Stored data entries
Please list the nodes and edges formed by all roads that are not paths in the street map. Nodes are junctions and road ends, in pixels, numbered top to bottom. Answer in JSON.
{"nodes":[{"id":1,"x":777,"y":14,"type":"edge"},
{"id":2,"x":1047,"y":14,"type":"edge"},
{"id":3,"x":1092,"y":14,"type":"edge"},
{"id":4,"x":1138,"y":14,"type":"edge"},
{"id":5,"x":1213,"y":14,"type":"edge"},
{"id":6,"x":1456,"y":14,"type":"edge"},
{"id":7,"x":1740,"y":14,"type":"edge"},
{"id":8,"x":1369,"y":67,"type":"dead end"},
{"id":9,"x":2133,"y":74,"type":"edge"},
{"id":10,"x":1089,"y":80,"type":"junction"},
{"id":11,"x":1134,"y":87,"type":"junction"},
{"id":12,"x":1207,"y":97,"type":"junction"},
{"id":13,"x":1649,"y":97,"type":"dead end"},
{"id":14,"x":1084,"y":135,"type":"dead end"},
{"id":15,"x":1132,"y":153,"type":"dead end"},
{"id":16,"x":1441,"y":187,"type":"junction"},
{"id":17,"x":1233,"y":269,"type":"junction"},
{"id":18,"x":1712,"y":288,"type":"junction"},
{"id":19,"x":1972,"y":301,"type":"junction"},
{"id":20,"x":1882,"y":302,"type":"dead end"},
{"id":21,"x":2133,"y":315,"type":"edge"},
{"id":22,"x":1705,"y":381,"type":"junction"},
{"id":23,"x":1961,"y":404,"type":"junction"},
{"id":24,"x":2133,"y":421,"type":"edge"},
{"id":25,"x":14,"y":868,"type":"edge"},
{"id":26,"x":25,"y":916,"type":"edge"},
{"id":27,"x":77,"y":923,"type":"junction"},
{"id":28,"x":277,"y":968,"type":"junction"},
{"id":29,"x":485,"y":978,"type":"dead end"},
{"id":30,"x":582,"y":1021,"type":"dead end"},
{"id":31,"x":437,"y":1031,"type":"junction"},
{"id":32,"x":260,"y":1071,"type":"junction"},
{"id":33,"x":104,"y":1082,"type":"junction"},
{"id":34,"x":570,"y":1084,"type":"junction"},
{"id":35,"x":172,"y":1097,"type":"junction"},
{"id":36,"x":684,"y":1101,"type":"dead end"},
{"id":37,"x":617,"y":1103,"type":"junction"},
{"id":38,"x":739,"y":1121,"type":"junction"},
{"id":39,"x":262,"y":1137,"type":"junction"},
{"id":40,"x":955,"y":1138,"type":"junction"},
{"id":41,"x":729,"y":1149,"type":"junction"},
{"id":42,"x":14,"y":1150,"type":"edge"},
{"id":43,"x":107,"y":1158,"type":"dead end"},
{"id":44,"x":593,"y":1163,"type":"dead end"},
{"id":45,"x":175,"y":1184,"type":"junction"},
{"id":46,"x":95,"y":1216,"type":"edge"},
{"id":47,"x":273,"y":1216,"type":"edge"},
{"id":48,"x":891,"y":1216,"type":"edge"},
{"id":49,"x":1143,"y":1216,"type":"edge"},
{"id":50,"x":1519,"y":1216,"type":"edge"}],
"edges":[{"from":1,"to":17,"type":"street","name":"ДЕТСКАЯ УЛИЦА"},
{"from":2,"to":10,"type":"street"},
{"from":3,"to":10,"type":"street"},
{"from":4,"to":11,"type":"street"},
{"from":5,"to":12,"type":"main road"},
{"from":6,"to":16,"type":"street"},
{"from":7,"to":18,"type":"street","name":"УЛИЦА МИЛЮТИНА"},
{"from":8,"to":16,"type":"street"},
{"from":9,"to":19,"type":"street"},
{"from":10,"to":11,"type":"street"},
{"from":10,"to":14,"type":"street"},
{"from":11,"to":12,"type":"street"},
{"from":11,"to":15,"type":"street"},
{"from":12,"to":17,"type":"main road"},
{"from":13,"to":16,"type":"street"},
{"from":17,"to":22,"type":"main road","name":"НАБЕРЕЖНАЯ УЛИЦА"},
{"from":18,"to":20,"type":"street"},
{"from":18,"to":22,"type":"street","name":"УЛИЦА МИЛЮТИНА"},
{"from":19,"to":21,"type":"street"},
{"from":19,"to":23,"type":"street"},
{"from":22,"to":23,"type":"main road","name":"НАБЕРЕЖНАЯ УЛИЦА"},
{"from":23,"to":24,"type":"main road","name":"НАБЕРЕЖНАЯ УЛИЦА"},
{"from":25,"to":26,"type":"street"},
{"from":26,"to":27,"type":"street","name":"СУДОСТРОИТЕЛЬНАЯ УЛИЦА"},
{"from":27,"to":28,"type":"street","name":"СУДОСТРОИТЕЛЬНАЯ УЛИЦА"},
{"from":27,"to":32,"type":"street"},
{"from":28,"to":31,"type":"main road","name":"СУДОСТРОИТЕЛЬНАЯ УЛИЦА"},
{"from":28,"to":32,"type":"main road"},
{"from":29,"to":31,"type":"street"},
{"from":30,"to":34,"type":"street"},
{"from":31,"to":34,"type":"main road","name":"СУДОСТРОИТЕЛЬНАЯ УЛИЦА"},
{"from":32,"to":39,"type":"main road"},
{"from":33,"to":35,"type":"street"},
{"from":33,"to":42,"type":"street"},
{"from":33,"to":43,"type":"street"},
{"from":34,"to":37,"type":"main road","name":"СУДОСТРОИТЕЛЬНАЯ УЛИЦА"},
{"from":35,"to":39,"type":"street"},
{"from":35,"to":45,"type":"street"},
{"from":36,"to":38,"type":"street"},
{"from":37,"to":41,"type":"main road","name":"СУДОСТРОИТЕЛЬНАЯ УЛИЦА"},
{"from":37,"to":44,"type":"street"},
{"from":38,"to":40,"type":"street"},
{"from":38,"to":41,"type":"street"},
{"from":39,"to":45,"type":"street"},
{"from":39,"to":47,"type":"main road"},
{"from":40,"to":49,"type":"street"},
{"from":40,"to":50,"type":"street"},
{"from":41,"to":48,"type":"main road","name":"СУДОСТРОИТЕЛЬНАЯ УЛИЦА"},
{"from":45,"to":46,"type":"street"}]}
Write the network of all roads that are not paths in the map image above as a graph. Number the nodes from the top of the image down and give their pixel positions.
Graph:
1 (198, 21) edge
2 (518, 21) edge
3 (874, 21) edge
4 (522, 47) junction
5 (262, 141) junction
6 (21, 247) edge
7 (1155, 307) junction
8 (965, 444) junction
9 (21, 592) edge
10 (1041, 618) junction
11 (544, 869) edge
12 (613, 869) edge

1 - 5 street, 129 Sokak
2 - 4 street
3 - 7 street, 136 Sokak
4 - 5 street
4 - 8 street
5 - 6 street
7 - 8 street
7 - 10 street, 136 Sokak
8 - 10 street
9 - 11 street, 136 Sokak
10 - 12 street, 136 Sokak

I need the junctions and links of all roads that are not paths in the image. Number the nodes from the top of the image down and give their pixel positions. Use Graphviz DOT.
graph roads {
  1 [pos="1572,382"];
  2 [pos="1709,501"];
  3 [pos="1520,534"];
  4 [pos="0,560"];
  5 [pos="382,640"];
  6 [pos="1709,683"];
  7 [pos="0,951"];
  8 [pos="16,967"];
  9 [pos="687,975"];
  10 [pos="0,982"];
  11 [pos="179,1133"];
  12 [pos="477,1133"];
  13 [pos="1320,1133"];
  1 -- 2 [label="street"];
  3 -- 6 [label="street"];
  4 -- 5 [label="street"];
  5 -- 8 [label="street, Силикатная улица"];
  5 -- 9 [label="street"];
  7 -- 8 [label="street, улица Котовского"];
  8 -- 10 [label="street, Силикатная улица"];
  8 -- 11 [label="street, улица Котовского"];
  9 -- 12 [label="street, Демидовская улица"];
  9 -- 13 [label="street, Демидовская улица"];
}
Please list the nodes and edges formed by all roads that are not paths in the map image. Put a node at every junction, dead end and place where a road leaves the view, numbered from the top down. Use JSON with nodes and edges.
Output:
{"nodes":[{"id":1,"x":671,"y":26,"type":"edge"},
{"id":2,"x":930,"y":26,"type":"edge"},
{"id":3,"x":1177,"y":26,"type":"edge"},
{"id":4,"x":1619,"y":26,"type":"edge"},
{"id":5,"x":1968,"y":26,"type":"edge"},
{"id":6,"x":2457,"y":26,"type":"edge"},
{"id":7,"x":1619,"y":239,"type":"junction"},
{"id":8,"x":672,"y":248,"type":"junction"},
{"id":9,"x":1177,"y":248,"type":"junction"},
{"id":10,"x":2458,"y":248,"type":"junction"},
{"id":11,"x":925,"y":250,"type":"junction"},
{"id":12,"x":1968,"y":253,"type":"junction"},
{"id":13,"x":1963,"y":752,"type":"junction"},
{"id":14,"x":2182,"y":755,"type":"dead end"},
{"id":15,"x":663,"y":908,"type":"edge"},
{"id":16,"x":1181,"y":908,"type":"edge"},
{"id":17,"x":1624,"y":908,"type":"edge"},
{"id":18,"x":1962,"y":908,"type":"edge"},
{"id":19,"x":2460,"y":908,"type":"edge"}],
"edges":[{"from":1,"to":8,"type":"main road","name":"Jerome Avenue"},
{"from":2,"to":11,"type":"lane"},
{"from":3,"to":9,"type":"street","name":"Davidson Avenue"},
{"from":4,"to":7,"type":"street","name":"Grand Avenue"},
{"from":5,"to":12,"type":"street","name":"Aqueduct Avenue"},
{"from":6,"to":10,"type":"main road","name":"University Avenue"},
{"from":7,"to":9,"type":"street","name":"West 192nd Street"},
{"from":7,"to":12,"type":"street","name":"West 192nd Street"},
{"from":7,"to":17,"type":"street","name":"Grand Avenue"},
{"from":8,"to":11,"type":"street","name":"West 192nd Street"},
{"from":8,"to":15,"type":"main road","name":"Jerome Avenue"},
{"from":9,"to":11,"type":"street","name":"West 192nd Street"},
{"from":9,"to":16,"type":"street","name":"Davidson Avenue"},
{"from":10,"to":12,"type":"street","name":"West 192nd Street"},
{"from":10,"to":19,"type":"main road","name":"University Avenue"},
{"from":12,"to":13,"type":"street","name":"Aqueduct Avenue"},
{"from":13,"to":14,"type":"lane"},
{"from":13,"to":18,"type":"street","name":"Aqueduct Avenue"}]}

Prompt ::
A single number is the whole answer: how many lines in the data above hold the string "Please".

Response ::
2